The more I wrote the more I wanted to write.  Even if the writing was directionless, even if there was no stated goal.  The writing was nothing but a way to de-clutter the brain itself.  Maybe a little like the “defragmentation” exercise that we often conduct on our computers, where all the empty unused spaces get compressed and reconfigured, showing you that your hard drive really has more unused space than you thought it did.  Writing was like defragmenting; a way to fetter those floating fragments of clutter.

Of course one’s entire family and complement of friends weren’t online back then.  Now everyone is.  And, oddly enough, a few people appear interested in the flotsam and jetsam of my consciousness.  Things even get quoted back to me a couple of times a year.  The simple desire to just write has given way to conscious thought about what I’m writing, how it’d be perceived, who’d read it, what would they think? 

“What would they think”, appears to be the worst of them all.  Deep inside, I feel one shouldn’t worry about what anyone would think, that one should have as many degrees of freedom as our individual social consciousness and concerns permit.  There is no room for censors in expression.

That is the underlying theme of course.  But there are always variations.

One would never find me opposing the freedom of expression.  However, the older I get, the more I realize that I never feel exactly the same as I did in the last moment.  I read what I wrote two days ago and wonder why I wrote it, why I felt the way I did.  Some thoughts that get penned down are passing ones, even if they are dark and despairing.  Things pass, a new day brings new challenges, new perspectives, shifting dynamics.  Life flows.

When I started writing this I was thinking about a dark message left by a dear cousin of mine on a public, online forum.  My cousin and the entire extended family are still trying to find ways to deal with a recent tragedy and the debilitating grief that followed in its wake.

We’re all scattered far and wide and the virtual connection to each other is often the only one.  So her message of despair sent ripples throughout the entire family.  We were afraid, afraid for her, afraid for us, for her parents.  We wanted some assurance that she was well, that she was coping with the tragedy as best as she could, that she was trying her best to take baby steps forward, out of the darkness, and that she really didn’t feel the way she said she did in an online status message.

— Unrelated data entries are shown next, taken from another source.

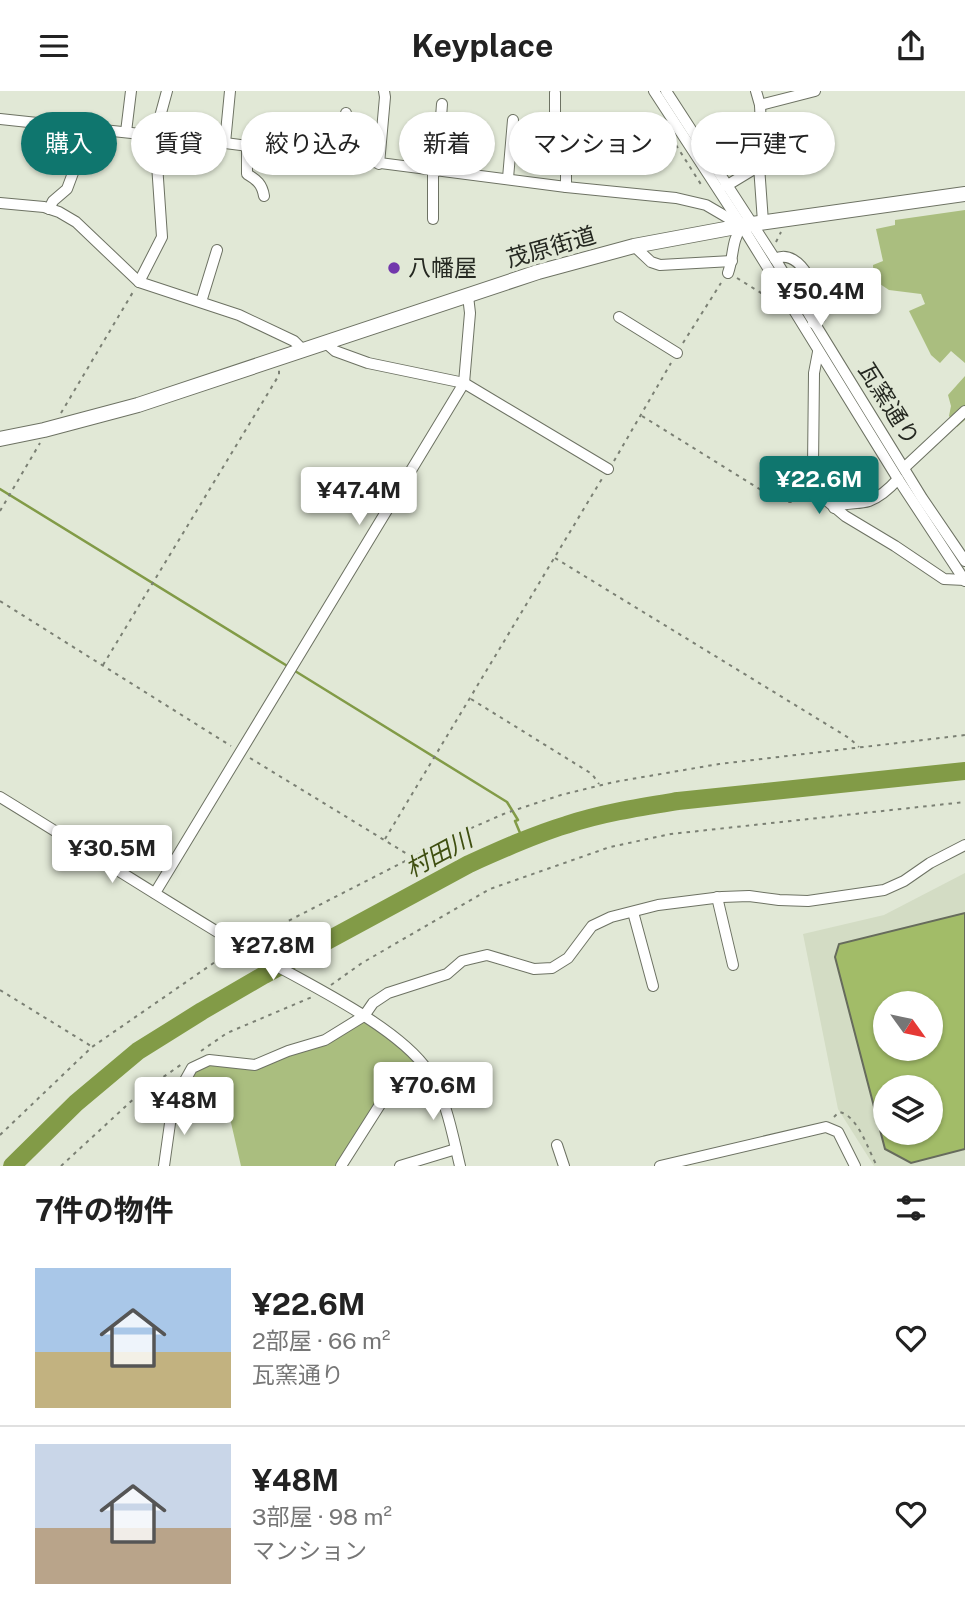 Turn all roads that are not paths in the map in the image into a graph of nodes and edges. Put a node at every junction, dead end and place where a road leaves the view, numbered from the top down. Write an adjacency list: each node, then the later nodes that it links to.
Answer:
1 (131, 91): 20 (street)
2 (167, 91): 12 (street)
3 (230, 91): 18 (street)
4 (384, 91): 13 (street)
5 (654, 91): 38 (street, 瓦窯通り)
6 (666, 91): 31 (street, 瓦窯通り)
7 (756, 91): 11 (street)
8 (815, 91): 11 (street)
9 (555, 93): 32 (street)
10 (442, 104): 14 (street)
11 (760, 105): 15 (street)
12 (161, 112)
13 (384, 112)
14 (441, 112)
15 (760, 112)
16 (0, 119): 17 (street)
17 (21, 122)
18 (227, 122)
19 (117, 132): 20 (street)
20 (126, 132): 21 (street)
21 (131, 133)
22 (509, 166): 30 (street)
23 (71, 175): 36 (street)
24 (158, 175): 44 (street)
25 (249, 175): 34 (street)
26 (435, 175): 37 (street)
27 (481, 175): 30 (street)
28 (744, 175): 31 (street)
29 (758, 175): 38 (street)
30 (508, 178): 32 (street)
31 (726, 186): 38 (street, 瓦窯通り)
32 (566, 187): 38 (street)
33 (965, 194): 38 (main road, 茂原街道)
34 (264, 196)
35 (0, 203): 36 (street)
36 (49, 209): 44 (street)
37 (433, 219)
38 (752, 224): 39 (main road, 茂原街道); 41 (street, 瓦窯通り); 42 (street); 51 (street, 瓦窯通り)
39 (634, 246): 42 (street); 45 (main road, 茂原街道)
40 (217, 250): 46 (street)
41 (776, 254): 48 (street, 瓦窯通り); 48 (street)
42 (732, 261): 43 (street)
43 (728, 273)
44 (139, 282): 46 (street)
45 (468, 296): 49 (main road, 茂原街道); 53 (street)
46 (201, 302): 50 (street)
47 (619, 317): 52 (street)
48 (813, 323): 56 (street, 瓦窯通り)
49 (327, 344): 50 (main road, 茂原街道); 53 (street)
50 (303, 351): 55 (main road, 茂原街道)
51 (818, 352): 58 (street, 瓦窯通り); 59 (street)
52 (677, 353)
53 (464, 383): 57 (street); 64 (street)
54 (965, 411): 56 (street)
55 (0, 439)
56 (905, 467): 60 (street, 瓦窯通り)
57 (608, 469)
58 (898, 479): 59 (street); 61 (street, 瓦窯通り)
59 (834, 508): 61 (street)
60 (965, 561)
61 (965, 580)
62 (0, 797): 64 (street)
63 (965, 845): 65 (street)
64 (155, 893): 69 (street)
65 (717, 897): 66 (street); 67 (street)
66 (633, 912): 68 (street); 69 (street)
67 (733, 965)
68 (653, 986)
69 (364, 1016): 70 (street); 73 (street)
70 (427, 1070): 72 (street); 74 (street)
71 (557, 1145): 77 (street)
72 (456, 1149): 75 (street); 76 (street)
73 (164, 1166)
74 (341, 1166)
75 (400, 1166)
76 (460, 1166)
77 (564, 1166)
78 (660, 1166): 79 (street)
79 (855, 1166)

But perhaps what she wrote was just a turn her thoughts had taken in one fleeting moment.  Perhaps she felt better, more clear-headed, after she spoke her mind in such a public way.

Perhaps all is well.  The rest of us were concerned (still are) and seek assurances that all is well with her…but our concerns could be elevated and hyped by the fact that our lives are so much more public now.  Every thought has an instantaneous ripple effect. 

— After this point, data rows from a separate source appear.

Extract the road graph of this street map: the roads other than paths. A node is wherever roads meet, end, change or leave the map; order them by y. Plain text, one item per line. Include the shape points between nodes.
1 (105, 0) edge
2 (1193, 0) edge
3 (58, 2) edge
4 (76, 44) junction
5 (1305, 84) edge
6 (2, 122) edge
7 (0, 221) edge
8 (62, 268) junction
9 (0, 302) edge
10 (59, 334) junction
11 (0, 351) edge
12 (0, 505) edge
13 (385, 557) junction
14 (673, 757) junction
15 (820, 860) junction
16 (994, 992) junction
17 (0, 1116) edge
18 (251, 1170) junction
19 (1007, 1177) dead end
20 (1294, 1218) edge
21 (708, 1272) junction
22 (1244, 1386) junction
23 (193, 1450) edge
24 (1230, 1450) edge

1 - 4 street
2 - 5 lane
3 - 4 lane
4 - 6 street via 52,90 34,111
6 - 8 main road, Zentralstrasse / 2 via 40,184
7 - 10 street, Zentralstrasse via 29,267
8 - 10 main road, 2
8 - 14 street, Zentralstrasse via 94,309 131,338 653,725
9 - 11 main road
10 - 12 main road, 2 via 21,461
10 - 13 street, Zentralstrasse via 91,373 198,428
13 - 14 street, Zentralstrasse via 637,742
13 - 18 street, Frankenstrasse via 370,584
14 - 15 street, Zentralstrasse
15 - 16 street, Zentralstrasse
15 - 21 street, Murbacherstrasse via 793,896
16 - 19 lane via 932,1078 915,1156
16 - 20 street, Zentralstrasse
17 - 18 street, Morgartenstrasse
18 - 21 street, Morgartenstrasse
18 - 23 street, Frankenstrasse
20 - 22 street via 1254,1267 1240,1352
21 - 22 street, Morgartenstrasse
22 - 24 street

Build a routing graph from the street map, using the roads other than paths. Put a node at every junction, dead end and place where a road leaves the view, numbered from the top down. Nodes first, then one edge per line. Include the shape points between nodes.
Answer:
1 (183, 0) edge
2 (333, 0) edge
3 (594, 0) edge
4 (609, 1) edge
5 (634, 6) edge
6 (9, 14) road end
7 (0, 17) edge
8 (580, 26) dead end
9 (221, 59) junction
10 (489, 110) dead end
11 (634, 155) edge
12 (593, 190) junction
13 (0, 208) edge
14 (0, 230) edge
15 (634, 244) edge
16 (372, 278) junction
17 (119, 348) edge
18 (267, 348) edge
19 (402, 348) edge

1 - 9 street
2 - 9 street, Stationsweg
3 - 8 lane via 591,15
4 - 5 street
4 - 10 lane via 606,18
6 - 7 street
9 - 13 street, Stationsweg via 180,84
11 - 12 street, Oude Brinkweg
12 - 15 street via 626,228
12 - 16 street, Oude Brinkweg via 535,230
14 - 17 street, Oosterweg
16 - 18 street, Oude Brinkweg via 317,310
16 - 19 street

There is no “relative anonymity”.  We are inextricably intertwined in a messy mass consciousness.  So where does that leave the freedom of expression? It’s so much easier to raise red flags with our words, to wound with our words and perhaps set up cascading waves of despair with them, these days.

I recall coming to a realization here, in this space, that once you become aware of what you are doing, you fall off a groove, you fall off the bicycle you’re trying to learn how to ride, you hit the wrong notes in music, you get the rhythm and the timing of things all messed up.  I wouldn’t want anything I write here to appear filtered, censored and strained through a colander.  It is my space.  But readers, if any, please realize that what’s said here today may not be my reality tomorrow.

3 Comments

  1. This post has been so thought provoking, as are all your posts. I guess all expression does tend to become more self-conscious with time. But what you write has so much self-searching in it, it retains its truthfulness. I hope all goes well with your cousin.

  2. Thanks for yet another thoughtful comment Batul. I always appreciate it.I still need to update my blog's link to yours since you moved to WordPress. Do you like it better on WordPress?Thanks again.Pragya

  3. Yes, WordPress has better features for comments, etc. But I do miss the blogroll. I cheat, and refer to my old blogroll, to check up on new posts.